__Data excerpts__.
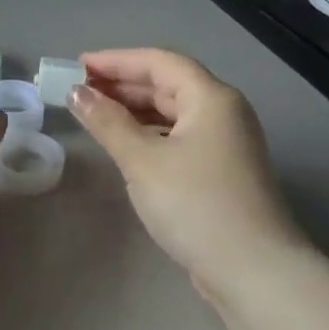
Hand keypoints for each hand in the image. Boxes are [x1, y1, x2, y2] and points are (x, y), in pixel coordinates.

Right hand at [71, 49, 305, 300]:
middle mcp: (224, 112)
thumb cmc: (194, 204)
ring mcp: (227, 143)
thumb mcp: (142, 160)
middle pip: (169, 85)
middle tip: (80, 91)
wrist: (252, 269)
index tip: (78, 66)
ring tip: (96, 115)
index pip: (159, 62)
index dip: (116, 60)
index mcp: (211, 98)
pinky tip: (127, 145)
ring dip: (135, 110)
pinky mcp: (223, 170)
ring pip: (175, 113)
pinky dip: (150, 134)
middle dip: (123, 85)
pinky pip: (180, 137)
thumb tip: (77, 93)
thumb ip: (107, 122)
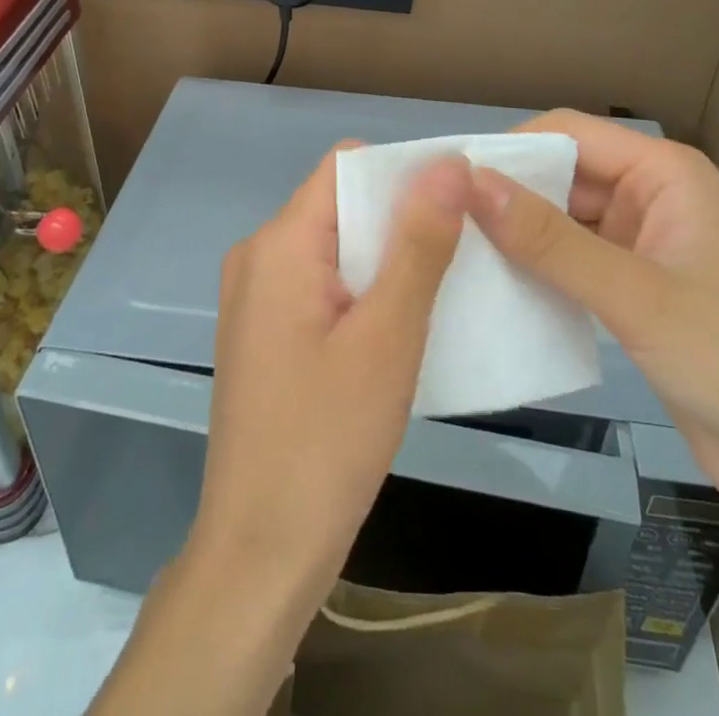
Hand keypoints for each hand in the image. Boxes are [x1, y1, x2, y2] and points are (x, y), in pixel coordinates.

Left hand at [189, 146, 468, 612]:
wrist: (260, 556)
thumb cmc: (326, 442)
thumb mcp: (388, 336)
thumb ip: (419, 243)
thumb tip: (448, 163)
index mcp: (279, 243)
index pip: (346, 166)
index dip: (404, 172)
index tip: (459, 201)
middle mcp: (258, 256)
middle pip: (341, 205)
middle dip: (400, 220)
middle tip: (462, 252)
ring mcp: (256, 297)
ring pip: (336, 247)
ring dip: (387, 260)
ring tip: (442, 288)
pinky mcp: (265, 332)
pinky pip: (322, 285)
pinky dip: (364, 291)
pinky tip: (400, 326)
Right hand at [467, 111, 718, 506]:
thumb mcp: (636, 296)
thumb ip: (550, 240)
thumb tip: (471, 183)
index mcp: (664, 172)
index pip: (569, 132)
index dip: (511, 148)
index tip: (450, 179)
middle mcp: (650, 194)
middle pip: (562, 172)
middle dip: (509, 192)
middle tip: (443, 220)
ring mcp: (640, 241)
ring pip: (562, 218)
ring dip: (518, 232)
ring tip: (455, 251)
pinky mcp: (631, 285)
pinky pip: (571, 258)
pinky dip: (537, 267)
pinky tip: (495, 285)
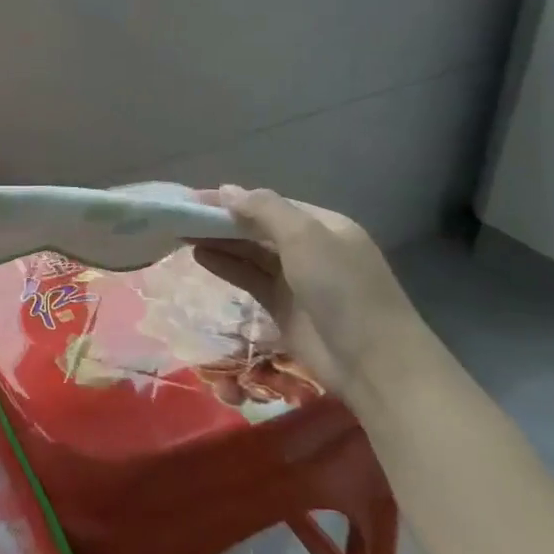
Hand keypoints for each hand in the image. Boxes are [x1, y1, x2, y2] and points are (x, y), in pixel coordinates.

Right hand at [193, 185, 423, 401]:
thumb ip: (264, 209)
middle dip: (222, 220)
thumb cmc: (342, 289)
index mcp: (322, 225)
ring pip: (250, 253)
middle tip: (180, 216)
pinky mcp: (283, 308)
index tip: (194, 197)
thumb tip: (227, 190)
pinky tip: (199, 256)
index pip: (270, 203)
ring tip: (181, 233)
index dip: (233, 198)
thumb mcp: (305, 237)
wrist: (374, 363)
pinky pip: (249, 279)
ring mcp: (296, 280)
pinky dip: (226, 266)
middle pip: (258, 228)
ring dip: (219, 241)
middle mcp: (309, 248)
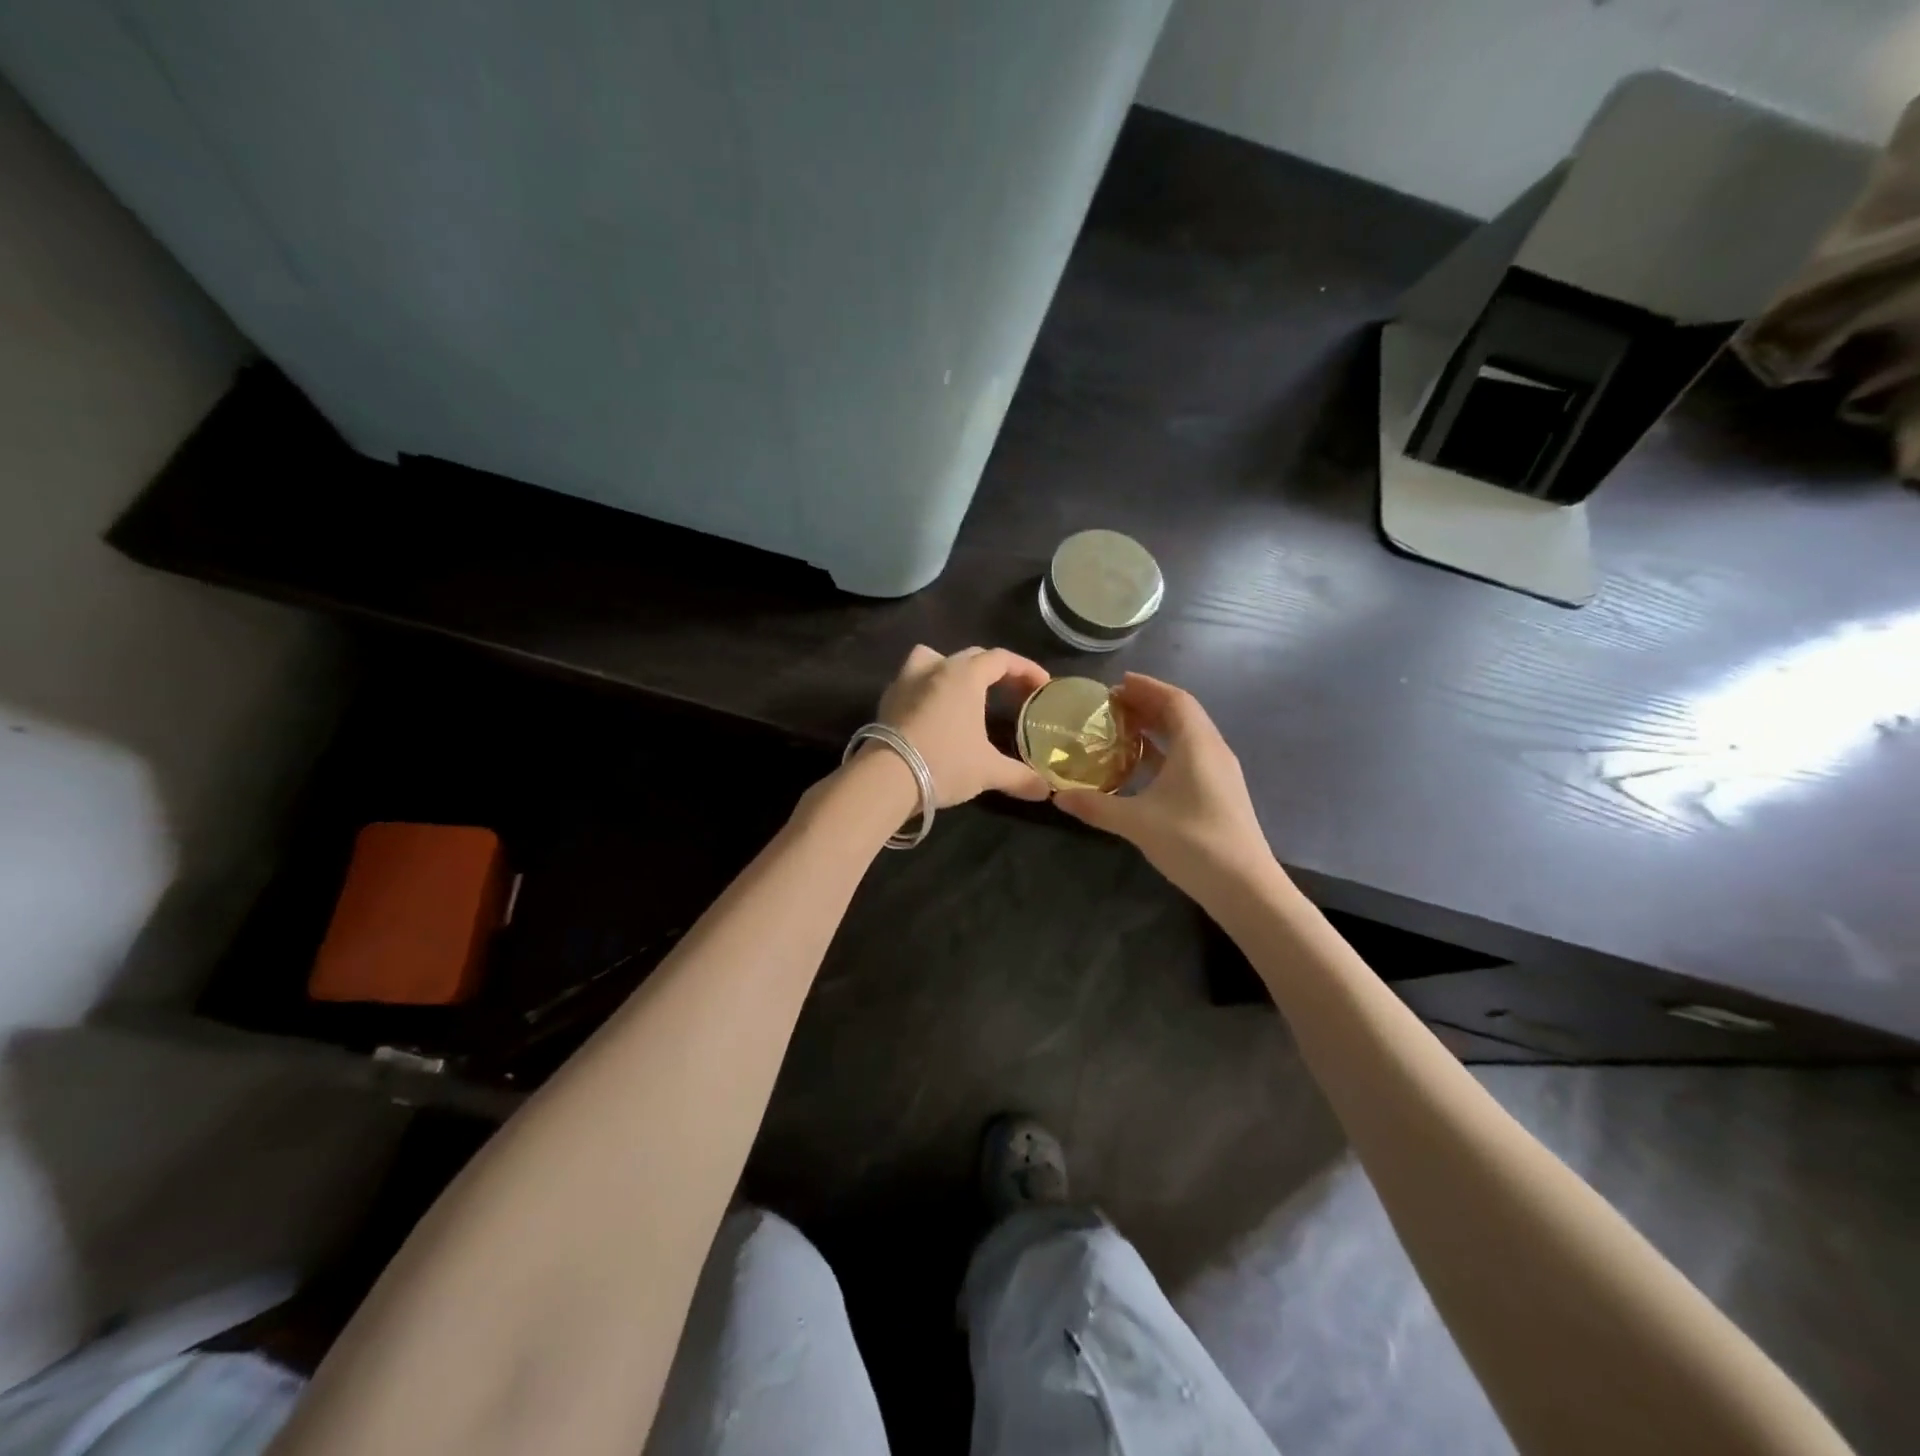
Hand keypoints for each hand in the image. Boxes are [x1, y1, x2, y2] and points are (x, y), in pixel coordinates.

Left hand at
--
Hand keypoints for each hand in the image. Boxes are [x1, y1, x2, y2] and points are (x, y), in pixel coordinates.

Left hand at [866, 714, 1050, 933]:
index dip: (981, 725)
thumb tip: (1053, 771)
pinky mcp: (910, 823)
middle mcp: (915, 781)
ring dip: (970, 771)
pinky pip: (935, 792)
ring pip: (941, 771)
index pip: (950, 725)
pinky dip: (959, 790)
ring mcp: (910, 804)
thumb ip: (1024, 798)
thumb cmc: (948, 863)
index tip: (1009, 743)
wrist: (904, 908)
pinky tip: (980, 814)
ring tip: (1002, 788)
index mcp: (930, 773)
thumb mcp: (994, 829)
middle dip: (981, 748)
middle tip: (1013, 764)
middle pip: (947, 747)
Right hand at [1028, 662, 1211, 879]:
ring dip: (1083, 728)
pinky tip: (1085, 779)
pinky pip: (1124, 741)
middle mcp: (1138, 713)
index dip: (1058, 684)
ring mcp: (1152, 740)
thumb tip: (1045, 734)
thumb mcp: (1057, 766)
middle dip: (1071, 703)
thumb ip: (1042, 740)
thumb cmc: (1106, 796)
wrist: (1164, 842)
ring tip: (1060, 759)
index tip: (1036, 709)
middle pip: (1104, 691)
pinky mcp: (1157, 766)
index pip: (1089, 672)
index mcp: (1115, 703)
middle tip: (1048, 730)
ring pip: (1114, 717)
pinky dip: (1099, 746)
==
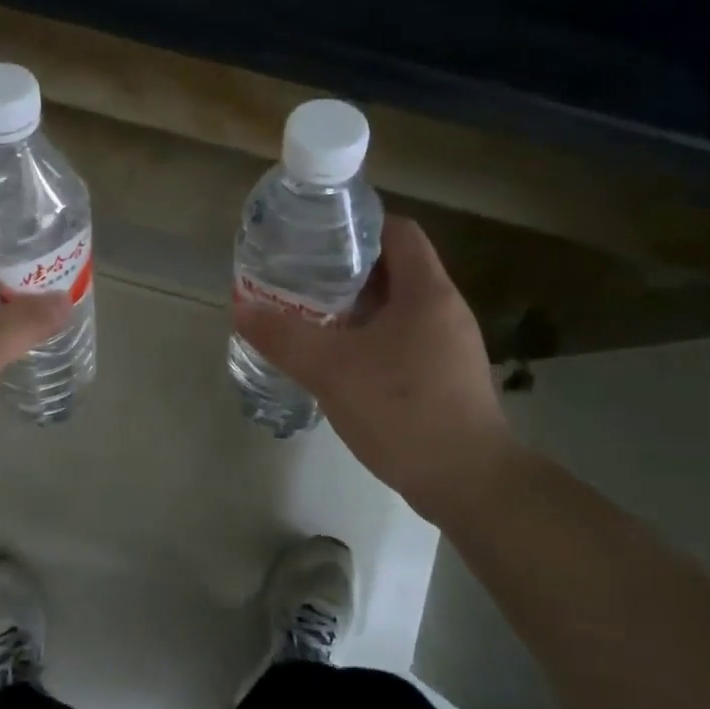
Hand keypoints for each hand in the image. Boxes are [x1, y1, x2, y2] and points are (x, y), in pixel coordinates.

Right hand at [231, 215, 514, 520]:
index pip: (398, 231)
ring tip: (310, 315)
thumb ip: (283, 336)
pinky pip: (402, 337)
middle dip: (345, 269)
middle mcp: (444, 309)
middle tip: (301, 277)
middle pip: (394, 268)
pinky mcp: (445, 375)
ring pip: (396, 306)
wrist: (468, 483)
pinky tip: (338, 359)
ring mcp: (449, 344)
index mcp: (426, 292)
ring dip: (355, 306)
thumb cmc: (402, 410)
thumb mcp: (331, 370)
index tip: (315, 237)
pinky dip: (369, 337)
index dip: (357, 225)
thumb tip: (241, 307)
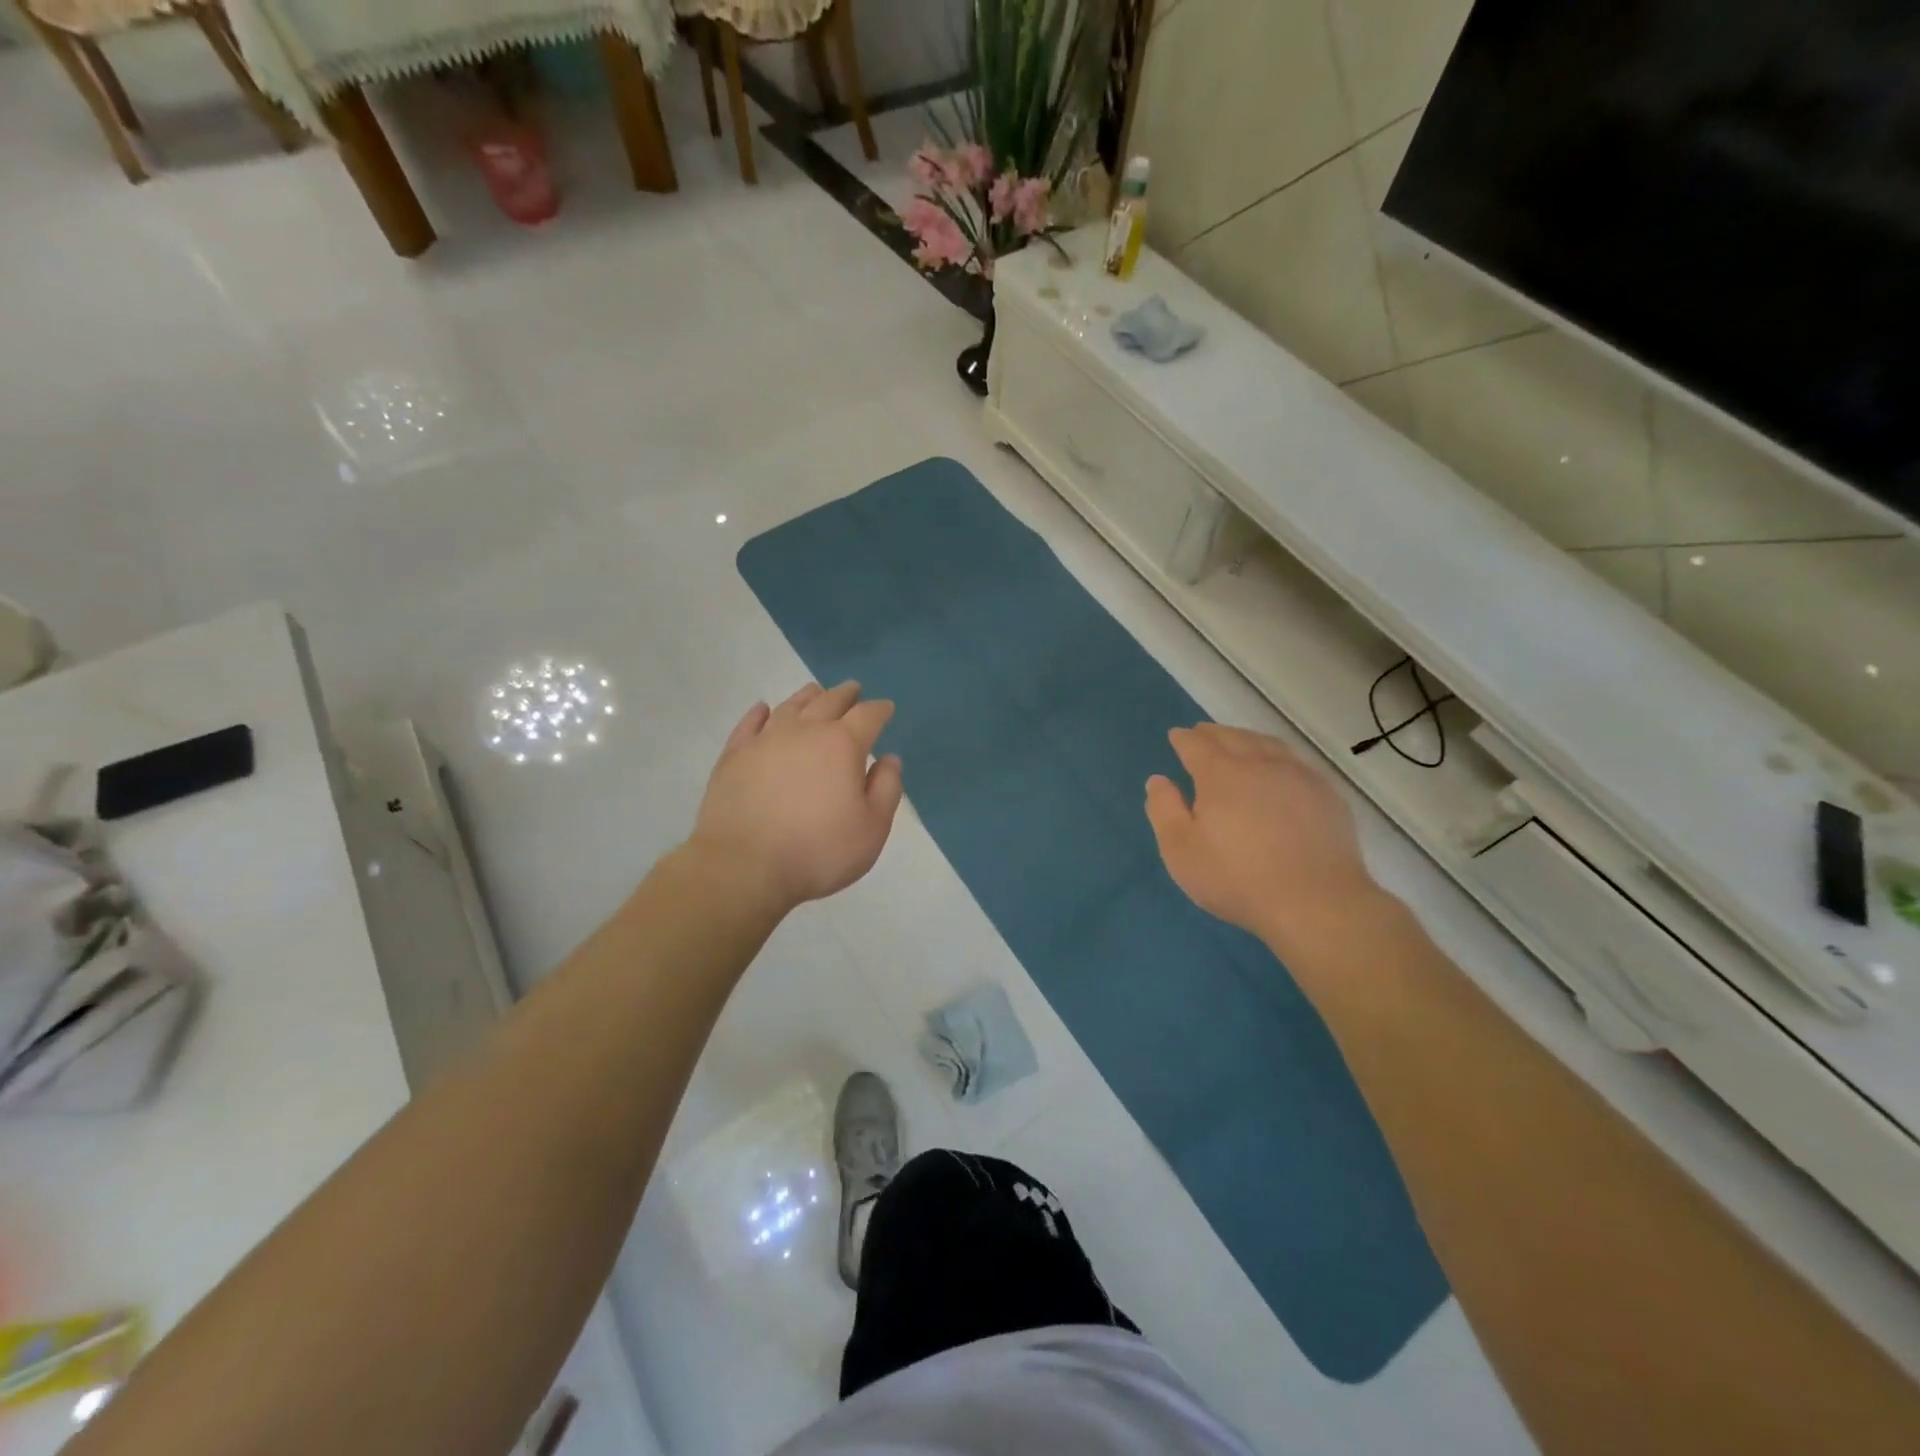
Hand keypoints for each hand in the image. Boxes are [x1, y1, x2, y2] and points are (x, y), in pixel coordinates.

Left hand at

__Problem statement__.
If a line of the listing above contains "Left", pick it out and copy it.

__Solved problem__.
Left hand at [189, 146, 468, 612]:
Left hand at
Left hand at [866, 714, 1050, 933]:
Left hand at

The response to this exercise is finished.